High-energy lithium-ion batteries (LIBs) using Si-based anode and Li-rich layered oxide (LLO) cathode suffer severe capacity degradation during cycling, which is directly affected by the charging protocols. In this paper, the effect of constant current (CC) and constant current-constant voltage (CC-CV) charging on the cycling performance of graphite-SiOx/LLO pouch-type batteries is studied. Unexpectedly, after 300 cycles, the batteries under the CC-CV protocol show capacity retention of 71.22%, batteries under the CC protocol, however, show capacity retention of only 64.02%. For the batteries using the CC protocol, the electrochemical test results reveal an unstable change in the electrode/electrolyte interface resistance and bigger lithium ion diffusion resistance.
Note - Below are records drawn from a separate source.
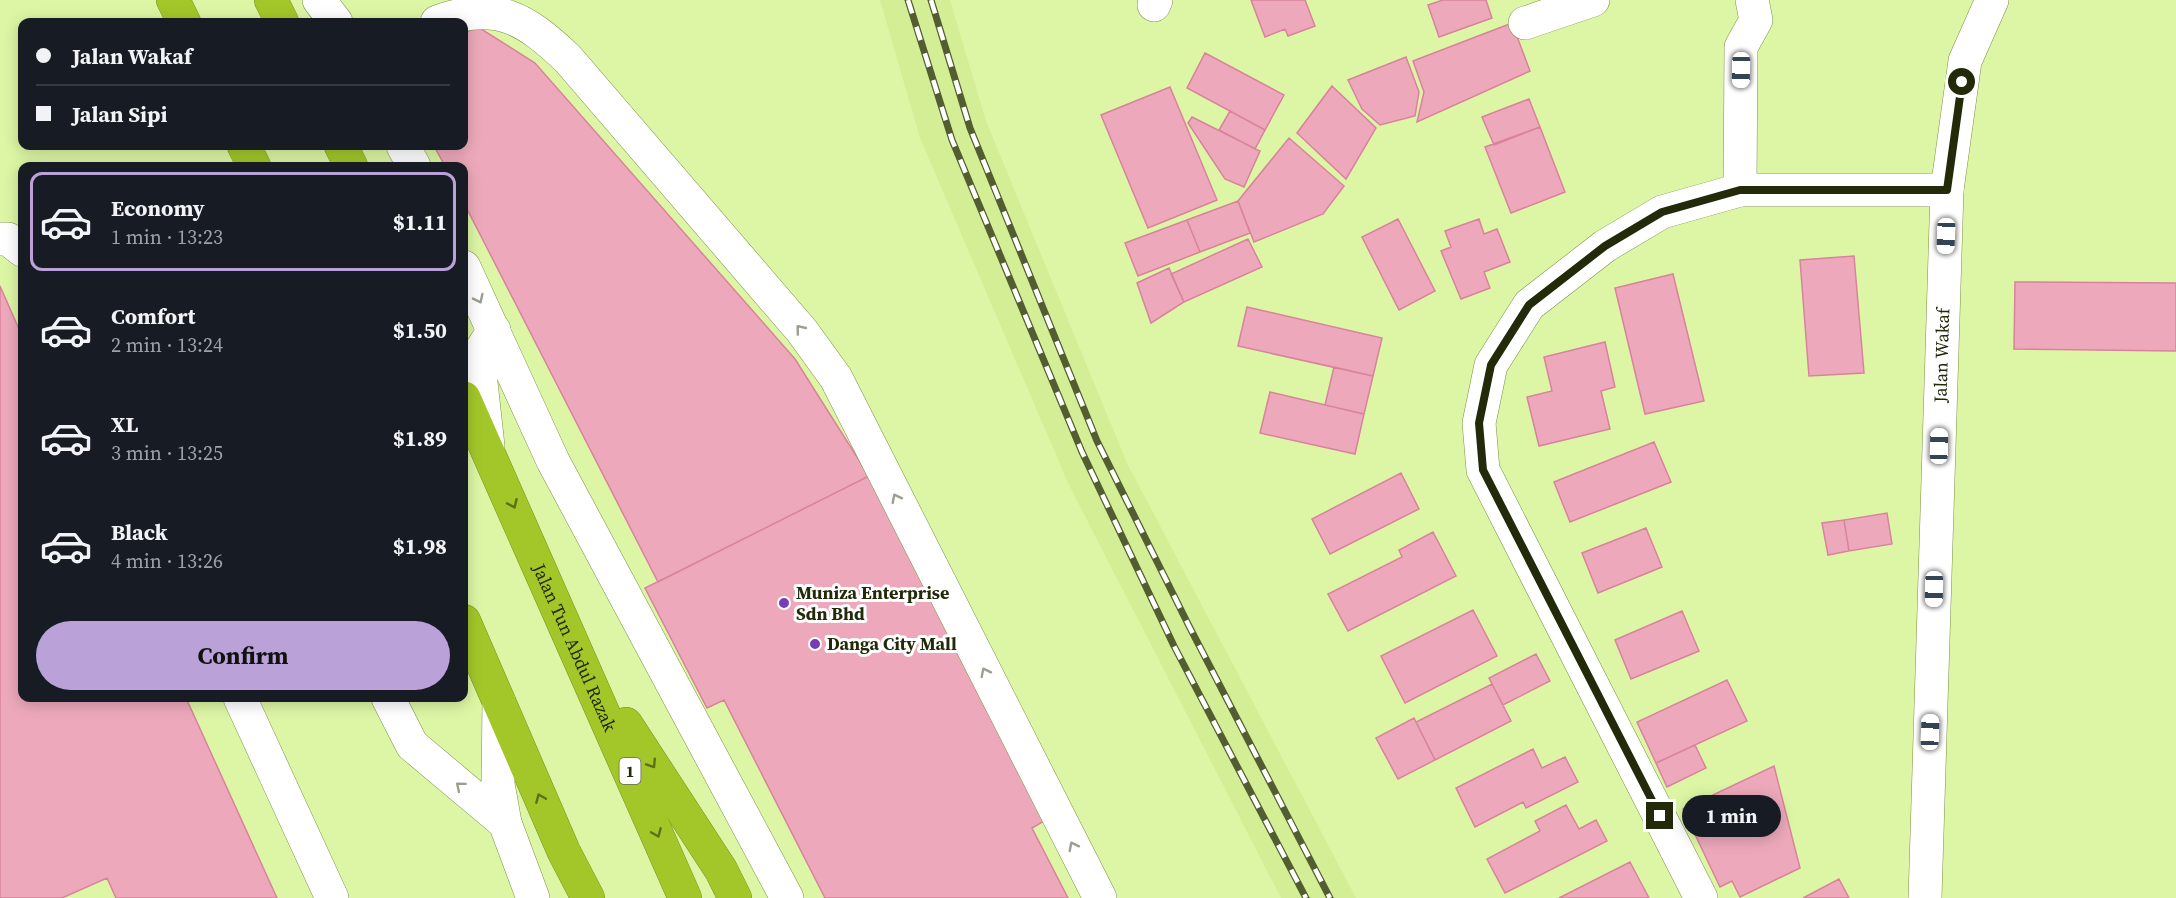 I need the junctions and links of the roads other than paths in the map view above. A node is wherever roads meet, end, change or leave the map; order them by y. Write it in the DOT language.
graph roads {
  1 [pos="173,0"];
  2 [pos="271,0"];
  3 [pos="320,0"];
  4 [pos="1593,0"];
  5 [pos="1752,0"];
  6 [pos="1992,0"];
  7 [pos="182,18"];
  8 [pos="280,18"];
  9 [pos="333,18"];
  10 [pos="449,18"];
  11 [pos="1525,23"];
  12 [pos="1740,190"];
  13 [pos="1947,190"];
  14 [pos="468,275"];
  15 [pos="494,330"];
  16 [pos="468,406"];
  17 [pos="489,450"];
  18 [pos="468,630"];
  19 [pos="575,645"];
  20 [pos="242,702"];
  21 [pos="390,702"];
  22 [pos="499,702"];
  23 [pos="506,823"];
  24 [pos="564,852"];
  25 [pos="332,898"];
  26 [pos="533,898"];
  27 [pos="583,898"];
  28 [pos="588,898"];
  29 [pos="685,898"];
  30 [pos="735,898"];
  31 [pos="787,898"];
  32 [pos="1100,898"];
  33 [pos="1701,898"];
  34 [pos="1925,898"];
  1 -- 7 [label="highway"];
  2 -- 8 [label="highway"];
  3 -- 9 [label="street"];
  4 -- 11 [label="street"];
  5 -- 12 [label="street"];
  6 -- 13 [label="street, Jalan Wakaf"];
  32 -- 10 [label="street, one-way"];
  12 -- 13 [label="street"];
  12 -- 33 [label="street"];
  13 -- 34 [label="street, Jalan Wakaf"];
  14 -- 15 [label="street, one-way"];
  15 -- 17 [label="street"];
  15 -- 31 [label="street"];
  16 -- 17 [label="highway, Jalan Tun Abdul Razak / 1"];
  17 -- 19 [label="highway, Jalan Tun Abdul Razak / 1, one-way"];
  18 -- 22 [label="highway"];
  19 -- 29 [label="highway, Jalan Tun Abdul Razak / 1, one-way"];
  19 -- 30 [label="highway, one-way"];
  20 -- 25 [label="street"];
  23 -- 21 [label="street, one-way"];
  22 -- 23 [label="street"];
  24 -- 22 [label="highway, one-way"];
  23 -- 26 [label="street"];
  24 -- 27 [label="highway"];
  24 -- 28 [label="highway"];
}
The postmortem analyses further indicate a solid electrolyte interface (SEI) film with lower chemical stability and a greater loss of active lithium and Si in the anode. Compared with the CC protocol, the batteries under the CC-CV protocol possess a more stable SEI film and a smaller loss of active lithium and Si. This work has certain reference significance for optimizing the charging protocol.